Le truc magnifique c'est qu'un mec comme Omar Sy, moi quand j'étais petit il n'y en avait pas et là, il y en a. Rien que pour ça je suis content. Bon, le rôle en question est encore celui d'un Noir de banlieue, et le gars a dû faire trois milliards de télés avant de s'imposer, mais le truc que je veux retenir, c'est ça. Ce sont ces gamins qui vont enfin se dire « Oui j'ai le droit de rêver ! ». Parce qu'encore une fois nous, lorsque nous avions cet âge, ces rêves-là nous étaient interdits. Ce droit au rêve, ce fait d'être maintenant sur des posters autrement qu'en short ou en crampons, c'est une conquête. Vraiment.

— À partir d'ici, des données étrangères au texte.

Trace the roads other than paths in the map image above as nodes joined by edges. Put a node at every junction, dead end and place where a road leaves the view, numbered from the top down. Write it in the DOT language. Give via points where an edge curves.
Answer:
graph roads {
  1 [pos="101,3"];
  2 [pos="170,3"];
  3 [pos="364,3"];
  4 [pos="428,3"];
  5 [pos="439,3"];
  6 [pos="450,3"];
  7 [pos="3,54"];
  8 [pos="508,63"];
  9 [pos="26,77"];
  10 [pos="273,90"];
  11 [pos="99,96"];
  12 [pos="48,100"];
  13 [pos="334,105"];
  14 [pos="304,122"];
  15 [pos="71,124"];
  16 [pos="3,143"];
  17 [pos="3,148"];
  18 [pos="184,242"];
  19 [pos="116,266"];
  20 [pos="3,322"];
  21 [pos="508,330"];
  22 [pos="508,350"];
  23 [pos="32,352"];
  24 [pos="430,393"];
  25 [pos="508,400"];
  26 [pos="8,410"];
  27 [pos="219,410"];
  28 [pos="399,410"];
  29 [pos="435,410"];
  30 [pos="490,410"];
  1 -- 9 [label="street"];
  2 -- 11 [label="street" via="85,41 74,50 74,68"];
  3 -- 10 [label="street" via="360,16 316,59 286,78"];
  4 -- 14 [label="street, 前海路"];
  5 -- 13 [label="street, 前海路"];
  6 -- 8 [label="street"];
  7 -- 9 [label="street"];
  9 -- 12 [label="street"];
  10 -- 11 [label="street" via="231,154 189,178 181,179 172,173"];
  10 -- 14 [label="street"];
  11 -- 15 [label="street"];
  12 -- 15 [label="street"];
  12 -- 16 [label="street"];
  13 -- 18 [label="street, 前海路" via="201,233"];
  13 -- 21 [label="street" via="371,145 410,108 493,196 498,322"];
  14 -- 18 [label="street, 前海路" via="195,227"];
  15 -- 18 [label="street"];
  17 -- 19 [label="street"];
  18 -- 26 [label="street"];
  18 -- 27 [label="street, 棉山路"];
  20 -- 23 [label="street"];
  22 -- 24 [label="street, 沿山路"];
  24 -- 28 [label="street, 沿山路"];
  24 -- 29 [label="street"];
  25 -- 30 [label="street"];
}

Pour finir, j'aimerais te citer un extrait d'interview du poète américain Saul Williams, car elle me semble en phase avec ton propos. Il y a une dizaine d'années, il avait répondu à une question d'un journaliste par ces mots : « Si des gamins de la communauté noire se sentent stimulés par mon travail comme je l'ai moi-même été en découvrant Miles, Coltrane ou Robeson, je serais évidemment ravi. Mais j'ai toujours éprouvé le besoin de dépasser les simples questions raciales. C'est un devoir de connaître ses racines, et c'est une sottise de se ligoter à elles. Je suis fatigué par tous ces gens qui ne jurent que par leur africanité. Je n'ignore rien de ce qu'ont vécu les miens, mais je connais aussi votre histoire. Je me suis aperçu que, loin de s'opposer à la mienne, elle la complétait. Si, à la fin de ma vie, on me décrit encore comme un "étonnant poète noir", alors je considèrerais que j'aurais échoué dans mon combat ». Tu souscris ?

Mais évidemment ! Il faut que tu me l'envoies, cette citation [Rires] ! C'est pour ça que dans le film, fuck les gars !, ils l'enterrent à Paris la mamie. Fuck, quoi ! Et c'est aussi le message de ma mère : fuck !, c'est bon enterrez-moi en France et lâchez-moi avec toutes ces conneries ! Oui nous avons des racines, oui nous avons une histoire, mais nous avons aussi une vie et heureusement.